David Halpin

The personal website of David Halpin
The Contrarian Online


Classical music, and piano classical music in particular, is the focus of this page of my website.

Listening to music of this sort is a central part of my life.

Next to reading books and trying to write them, it is what I spend a lot of time each day at home doing.

And when I am not listening to CD recordings or tuning into BBC Radio 3, I am attending musical events, mostly orchestral concerts and instrumental and chamber music recitals, occasionally choral and song performances.

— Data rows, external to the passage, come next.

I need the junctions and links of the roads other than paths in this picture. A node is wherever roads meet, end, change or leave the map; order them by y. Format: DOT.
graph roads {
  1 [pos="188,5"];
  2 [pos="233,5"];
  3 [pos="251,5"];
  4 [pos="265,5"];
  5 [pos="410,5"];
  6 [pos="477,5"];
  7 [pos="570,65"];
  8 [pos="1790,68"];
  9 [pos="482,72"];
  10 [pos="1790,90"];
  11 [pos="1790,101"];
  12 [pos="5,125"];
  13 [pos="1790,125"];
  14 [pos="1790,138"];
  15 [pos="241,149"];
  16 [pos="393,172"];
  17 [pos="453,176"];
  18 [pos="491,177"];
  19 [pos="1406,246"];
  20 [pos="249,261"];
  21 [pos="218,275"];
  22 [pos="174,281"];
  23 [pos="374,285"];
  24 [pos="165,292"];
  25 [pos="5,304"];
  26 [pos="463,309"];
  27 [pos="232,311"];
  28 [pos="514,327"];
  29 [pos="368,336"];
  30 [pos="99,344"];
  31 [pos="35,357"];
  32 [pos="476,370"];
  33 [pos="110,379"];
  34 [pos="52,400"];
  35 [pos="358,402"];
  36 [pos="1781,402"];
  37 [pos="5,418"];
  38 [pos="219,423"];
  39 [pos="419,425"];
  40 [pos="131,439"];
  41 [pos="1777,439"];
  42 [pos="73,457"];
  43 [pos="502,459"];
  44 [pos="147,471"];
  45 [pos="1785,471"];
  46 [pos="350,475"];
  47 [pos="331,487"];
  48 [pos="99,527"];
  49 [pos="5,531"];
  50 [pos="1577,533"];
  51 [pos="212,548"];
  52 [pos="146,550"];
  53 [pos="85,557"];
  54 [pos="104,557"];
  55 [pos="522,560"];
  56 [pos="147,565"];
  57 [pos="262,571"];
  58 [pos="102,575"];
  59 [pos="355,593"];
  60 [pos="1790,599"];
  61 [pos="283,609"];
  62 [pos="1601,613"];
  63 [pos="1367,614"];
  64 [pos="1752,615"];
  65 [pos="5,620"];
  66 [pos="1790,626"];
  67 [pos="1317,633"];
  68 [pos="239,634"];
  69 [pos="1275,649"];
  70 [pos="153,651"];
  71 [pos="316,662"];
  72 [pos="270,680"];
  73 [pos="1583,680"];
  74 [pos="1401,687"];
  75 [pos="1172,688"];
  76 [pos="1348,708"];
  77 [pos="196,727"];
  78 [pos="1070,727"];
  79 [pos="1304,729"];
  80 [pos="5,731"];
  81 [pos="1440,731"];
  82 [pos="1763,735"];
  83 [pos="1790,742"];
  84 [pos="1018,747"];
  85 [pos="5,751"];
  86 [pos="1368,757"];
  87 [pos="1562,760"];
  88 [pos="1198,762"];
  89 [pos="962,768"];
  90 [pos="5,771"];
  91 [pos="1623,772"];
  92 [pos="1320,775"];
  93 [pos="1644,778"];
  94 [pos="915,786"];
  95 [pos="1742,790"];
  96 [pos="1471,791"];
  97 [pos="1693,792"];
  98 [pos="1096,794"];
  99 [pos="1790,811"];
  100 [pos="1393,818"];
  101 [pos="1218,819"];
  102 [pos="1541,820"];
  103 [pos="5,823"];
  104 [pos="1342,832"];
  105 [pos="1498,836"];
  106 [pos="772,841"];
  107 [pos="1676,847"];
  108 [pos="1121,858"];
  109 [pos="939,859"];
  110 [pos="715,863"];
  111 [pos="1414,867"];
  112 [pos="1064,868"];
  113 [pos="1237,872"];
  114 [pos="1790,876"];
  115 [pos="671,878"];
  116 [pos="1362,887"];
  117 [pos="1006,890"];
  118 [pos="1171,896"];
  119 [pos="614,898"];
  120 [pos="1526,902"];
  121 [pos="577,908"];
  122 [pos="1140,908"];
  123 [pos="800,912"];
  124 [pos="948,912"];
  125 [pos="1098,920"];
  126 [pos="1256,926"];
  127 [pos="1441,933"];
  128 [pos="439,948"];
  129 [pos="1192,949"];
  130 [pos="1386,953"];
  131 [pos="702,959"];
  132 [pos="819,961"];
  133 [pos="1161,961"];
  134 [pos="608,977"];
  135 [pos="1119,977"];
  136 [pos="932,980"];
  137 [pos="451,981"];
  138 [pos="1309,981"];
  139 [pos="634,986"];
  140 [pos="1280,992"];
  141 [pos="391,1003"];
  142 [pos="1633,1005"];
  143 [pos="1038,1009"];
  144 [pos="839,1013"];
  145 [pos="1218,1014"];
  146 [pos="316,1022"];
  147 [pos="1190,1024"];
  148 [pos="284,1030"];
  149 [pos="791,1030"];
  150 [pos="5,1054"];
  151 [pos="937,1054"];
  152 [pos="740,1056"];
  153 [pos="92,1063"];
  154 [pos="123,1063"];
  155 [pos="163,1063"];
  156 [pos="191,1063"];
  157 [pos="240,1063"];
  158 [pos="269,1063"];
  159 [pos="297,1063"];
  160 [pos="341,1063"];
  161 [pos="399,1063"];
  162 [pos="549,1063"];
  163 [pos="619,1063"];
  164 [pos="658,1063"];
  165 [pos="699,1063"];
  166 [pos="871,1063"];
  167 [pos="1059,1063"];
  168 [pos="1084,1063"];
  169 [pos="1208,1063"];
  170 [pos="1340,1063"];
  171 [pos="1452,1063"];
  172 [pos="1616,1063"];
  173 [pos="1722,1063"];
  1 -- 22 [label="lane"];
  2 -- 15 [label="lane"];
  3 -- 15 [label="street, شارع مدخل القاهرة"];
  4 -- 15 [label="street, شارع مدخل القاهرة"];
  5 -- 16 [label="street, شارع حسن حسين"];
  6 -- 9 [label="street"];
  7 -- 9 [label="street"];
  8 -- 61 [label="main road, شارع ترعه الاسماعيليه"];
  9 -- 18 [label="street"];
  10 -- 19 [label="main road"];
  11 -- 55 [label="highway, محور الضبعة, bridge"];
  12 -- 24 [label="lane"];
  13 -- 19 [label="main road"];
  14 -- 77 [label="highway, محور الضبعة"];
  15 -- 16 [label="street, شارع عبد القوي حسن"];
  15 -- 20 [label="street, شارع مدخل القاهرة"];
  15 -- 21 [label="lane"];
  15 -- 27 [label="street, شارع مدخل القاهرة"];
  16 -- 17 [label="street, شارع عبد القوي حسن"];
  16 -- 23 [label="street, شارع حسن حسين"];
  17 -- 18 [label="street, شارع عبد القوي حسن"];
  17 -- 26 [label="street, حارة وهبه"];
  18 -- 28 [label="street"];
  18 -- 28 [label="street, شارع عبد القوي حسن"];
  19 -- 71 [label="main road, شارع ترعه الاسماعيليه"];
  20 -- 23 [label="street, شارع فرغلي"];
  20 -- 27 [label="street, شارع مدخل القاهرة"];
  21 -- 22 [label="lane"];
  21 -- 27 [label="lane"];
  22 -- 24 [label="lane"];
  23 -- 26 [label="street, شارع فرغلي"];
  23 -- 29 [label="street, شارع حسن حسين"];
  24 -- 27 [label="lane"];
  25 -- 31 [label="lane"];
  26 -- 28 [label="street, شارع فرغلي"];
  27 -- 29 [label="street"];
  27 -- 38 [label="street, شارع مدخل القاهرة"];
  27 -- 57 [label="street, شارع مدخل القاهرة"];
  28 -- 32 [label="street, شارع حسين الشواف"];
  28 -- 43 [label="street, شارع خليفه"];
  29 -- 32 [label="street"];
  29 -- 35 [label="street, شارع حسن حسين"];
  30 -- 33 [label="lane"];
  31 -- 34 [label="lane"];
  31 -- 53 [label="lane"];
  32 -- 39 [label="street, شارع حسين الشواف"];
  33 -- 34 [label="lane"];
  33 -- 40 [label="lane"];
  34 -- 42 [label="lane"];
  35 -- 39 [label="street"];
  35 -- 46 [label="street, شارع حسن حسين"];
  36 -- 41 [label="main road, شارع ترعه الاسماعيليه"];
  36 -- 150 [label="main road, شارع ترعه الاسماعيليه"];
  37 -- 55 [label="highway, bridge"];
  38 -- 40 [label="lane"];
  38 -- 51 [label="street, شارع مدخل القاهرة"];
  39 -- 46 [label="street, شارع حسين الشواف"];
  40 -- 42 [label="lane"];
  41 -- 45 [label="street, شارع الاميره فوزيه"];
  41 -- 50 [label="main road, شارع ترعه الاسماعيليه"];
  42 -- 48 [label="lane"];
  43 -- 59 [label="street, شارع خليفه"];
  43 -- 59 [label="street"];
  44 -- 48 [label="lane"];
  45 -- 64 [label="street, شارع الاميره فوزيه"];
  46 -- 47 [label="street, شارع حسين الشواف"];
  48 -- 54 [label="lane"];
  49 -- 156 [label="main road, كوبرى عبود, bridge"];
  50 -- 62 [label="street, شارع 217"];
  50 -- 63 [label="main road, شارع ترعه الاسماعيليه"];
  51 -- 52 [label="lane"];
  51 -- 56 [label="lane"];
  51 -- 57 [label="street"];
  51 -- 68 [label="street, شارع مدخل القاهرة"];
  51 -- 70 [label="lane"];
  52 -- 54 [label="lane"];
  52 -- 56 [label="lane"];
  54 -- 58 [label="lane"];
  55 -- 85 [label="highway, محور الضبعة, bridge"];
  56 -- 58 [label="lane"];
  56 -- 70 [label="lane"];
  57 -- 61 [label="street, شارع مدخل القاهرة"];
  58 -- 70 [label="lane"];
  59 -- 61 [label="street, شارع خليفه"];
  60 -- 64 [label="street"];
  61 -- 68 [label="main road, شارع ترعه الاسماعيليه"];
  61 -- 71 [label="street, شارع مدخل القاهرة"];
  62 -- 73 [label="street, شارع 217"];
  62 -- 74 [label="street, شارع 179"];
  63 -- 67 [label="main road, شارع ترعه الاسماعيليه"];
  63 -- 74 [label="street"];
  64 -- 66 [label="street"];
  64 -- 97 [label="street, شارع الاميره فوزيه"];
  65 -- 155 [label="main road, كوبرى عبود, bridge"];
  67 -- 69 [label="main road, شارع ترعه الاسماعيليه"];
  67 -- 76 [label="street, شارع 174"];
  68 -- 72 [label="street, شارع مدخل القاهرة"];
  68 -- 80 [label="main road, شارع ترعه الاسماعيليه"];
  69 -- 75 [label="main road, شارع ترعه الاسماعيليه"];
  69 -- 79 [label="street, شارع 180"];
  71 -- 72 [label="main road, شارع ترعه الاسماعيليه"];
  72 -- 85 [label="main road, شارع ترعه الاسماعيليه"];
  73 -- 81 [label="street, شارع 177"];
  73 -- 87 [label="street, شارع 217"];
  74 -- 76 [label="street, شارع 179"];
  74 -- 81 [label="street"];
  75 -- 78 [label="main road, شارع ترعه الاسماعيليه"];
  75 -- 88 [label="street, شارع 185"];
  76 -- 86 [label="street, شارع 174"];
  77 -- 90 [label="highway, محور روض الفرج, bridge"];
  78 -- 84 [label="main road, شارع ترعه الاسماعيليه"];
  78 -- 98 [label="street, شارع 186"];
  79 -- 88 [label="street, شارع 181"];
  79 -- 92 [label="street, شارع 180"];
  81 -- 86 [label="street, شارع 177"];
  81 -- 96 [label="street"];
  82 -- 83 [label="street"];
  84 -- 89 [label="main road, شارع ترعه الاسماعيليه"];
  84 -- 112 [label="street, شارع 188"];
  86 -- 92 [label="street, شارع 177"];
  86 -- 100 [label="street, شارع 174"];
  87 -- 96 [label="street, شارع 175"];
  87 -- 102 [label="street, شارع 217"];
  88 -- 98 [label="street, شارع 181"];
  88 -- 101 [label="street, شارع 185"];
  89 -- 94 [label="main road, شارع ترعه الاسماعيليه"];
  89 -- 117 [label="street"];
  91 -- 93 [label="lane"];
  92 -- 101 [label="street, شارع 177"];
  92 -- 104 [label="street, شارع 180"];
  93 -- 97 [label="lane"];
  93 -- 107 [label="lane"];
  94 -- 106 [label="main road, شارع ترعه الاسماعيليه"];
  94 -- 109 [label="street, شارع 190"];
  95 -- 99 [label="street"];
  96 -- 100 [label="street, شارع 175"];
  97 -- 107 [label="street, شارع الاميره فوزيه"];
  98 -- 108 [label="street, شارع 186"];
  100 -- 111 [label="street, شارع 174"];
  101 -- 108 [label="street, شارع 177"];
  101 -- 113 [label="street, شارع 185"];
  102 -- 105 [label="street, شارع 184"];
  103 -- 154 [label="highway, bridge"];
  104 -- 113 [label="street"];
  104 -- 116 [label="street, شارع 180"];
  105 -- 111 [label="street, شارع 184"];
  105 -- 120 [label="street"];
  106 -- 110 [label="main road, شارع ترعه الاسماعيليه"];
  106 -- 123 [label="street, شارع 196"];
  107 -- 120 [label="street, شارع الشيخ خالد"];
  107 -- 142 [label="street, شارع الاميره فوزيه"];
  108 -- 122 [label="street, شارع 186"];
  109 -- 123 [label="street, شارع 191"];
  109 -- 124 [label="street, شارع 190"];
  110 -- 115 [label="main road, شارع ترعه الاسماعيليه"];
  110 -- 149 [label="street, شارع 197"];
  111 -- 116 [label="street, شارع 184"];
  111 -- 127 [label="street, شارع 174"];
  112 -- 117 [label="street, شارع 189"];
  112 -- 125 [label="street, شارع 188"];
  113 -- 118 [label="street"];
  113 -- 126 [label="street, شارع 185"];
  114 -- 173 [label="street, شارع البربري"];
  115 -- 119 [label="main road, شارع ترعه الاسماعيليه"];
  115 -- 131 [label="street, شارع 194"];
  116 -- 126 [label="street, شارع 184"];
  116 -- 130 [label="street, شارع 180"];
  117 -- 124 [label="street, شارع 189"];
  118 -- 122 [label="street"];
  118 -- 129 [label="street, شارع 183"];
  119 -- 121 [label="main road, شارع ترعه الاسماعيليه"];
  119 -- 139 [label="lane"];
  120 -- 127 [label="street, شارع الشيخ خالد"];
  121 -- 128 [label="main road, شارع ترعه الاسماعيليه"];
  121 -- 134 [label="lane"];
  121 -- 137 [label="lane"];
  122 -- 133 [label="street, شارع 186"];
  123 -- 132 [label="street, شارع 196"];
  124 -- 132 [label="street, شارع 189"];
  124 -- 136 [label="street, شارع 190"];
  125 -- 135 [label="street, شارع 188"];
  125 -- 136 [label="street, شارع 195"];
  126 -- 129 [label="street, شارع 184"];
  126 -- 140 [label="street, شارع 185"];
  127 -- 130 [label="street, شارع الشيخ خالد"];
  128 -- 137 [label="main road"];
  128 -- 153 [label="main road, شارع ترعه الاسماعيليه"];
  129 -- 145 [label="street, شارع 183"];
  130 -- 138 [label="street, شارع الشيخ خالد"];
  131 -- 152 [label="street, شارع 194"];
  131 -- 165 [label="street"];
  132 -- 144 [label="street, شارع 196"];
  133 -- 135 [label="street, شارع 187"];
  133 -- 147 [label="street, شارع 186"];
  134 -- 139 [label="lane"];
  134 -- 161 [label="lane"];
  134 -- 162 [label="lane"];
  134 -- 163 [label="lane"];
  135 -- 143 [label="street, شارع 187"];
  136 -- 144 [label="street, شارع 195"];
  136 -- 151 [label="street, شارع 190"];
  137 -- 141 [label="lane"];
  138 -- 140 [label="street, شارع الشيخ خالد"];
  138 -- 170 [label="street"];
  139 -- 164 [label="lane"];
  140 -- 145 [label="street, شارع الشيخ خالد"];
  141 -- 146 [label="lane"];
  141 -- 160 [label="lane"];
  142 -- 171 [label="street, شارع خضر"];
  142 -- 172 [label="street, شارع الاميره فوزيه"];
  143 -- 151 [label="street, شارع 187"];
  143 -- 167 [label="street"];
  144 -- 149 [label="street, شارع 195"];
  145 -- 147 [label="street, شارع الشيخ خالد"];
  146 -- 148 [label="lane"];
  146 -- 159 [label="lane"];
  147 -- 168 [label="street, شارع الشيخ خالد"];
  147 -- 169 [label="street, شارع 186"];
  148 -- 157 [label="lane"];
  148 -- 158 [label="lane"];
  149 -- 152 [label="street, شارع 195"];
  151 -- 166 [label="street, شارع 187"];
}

And when I am not listening to classical music, I am helping to organize public performances of it in my role as Secretary of the Ilkley Concert Club, about which you can read here

Chapter 4 of my memoir, Keep on the Move, provides a brief history of my extended life in classical music, accounting for how I first became acquainted with and developed an interest in and commitment to it. It also explains why such music matters so much to me – intellectually, psychologically and emotionally – realizing a deep elemental attachment which helps to make life worth living:

“Of all the senses I possess, it is hearing I treasure the most. For, without it, I would not be able successfully to dose daily on the soundworlds created by the likes of Bach, Beethoven, Schubert, Mozart and Chopin, whose compositions regularly pull me towards the world of the well, transforming me therefore for the better as a result. They help me effectively to start each day; they periodically reward my circuitry during it by encouraging the release of stress-relieving hormones; and they assist me always to articulate less tactlessly my passionate and disciplined aspects. When I am in a low mood, listening to sombre classical music does not depress me further, acting instead like an aural antibiotic, attacking and relieving me of the original condition. Relatedly, being made silent by listening very attentively to classical music often rescues me from my normally noisy self. While not the best of listeners in face-to-face discussion, I am able single-mindedly to attend to a complex work of classical music. It’s almost as if I take for granted that such music possesses an exclusive warrant which demands I must listen respectfully to it.”

I am often asked why I like listening to classical piano music so much. The best written explanation I have is this one, which is extracted from a chapter of mine in which I imagine I am taking part in Michael Berkeley’s BBC Radio 3 programme, Private Passions

“The piano is a hugely alluring instrument, I find. It seems to be the most complete of them all. When played well it can be made effectively to balance sympathetically melody and harmony and rhythm and sustained lines, not to mention different strands of music at the same time. It also permits the suggestion of the singing voice and the timbres of other instruments, anticipating the potential of an orchestra and choir combined.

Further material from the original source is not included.